同时查看数据等待事件,数据库处于enq: CF - contention等待,也就是说数据库在不完全恢复时,将控制文件加锁,且没有释放
SQL> select event from v$session_wait;                            
pmon timer                                                        
rdbms ipc message                                                 
rdbms ipc message                                                 
rdbms ipc message                                                 
rdbms ipc message                                                 
rdbms ipc message                                                 
rdbms ipc message                                                 
rdbms ipc message                                                 
rdbms ipc message                                                 
rdbms ipc message                                                 
rdbms ipc message                                                 
direct path read                                                  
smon timer                                                        
SQL*Net message to client                                         
enq: CF - contention       

SQL> alter database backup controlfile to trace resetlogs;
把数据库进行open reselogs打开,归根到底有2种方式:
1、进行不完全恢复命令恢复 。

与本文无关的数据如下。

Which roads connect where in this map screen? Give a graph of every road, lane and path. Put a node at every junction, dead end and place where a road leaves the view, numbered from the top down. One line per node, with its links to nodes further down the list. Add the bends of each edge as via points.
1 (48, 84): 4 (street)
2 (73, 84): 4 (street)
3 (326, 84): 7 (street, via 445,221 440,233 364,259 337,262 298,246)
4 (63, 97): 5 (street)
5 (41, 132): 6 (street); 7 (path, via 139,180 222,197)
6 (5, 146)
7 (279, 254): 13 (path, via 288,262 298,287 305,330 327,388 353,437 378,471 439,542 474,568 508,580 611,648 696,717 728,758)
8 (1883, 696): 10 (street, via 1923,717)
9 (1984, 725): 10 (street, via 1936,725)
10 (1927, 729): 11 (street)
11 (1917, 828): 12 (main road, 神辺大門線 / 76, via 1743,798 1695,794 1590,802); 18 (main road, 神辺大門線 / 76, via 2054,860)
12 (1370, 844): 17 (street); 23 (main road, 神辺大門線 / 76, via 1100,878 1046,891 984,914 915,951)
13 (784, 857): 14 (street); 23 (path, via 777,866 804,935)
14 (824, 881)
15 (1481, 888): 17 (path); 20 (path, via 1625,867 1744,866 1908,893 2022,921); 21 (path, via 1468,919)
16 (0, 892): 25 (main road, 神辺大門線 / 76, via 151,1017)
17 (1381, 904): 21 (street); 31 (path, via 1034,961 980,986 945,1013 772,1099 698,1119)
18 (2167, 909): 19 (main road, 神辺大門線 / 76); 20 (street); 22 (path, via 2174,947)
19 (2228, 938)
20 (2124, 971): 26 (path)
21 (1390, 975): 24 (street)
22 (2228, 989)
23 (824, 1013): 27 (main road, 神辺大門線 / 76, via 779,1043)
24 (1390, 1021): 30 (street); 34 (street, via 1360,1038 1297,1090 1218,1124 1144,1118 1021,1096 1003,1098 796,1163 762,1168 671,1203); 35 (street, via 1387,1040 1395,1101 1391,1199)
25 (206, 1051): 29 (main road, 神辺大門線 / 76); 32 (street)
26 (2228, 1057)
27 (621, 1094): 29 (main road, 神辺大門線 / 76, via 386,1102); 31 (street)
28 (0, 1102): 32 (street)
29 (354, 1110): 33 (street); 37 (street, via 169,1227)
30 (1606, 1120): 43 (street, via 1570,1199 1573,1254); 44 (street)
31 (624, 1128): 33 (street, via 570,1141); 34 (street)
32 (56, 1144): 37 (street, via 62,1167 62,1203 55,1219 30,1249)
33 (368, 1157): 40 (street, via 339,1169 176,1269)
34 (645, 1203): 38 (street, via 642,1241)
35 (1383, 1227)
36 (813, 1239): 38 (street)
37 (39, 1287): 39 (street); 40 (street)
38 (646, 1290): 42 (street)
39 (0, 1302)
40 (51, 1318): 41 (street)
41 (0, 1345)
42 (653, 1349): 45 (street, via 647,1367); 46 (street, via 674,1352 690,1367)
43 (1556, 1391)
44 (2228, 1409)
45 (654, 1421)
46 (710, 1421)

如
recover database until cancel;
recover database until change;
recover database using backup controlfile;
而用到 using backup controlfile的一个办法就是将控制文件进行reselogs选项重建,现在目标又很明确,开工!
SQL> alter database backup controlfile to trace resetlogs;
Database altered.

WARNING: Default Temporary Tablespace not specified in CREATE DATABASE command                                
Default Temporary Tablespace will be necessary for a locally managed database in future release                                        
Thu Nov  3 17:41:34 2011                                                                              
Errors in file /ora10g/admin/drb/udump/drb_ora_17372.trc:                                             
ORA-00600: internal error code, arguments: [kccscf_1], [9], [93440], [65535], [], [], [], []          
Thu Nov  3 17:41:35 2011                                                                              
Errors in file /ora10g/admin/drb/udump/drb_ora_17372.trc:                                             
ORA-00600: internal error code, arguments: [kccscf_1], [9], [93440], [65535], [], [], [], []  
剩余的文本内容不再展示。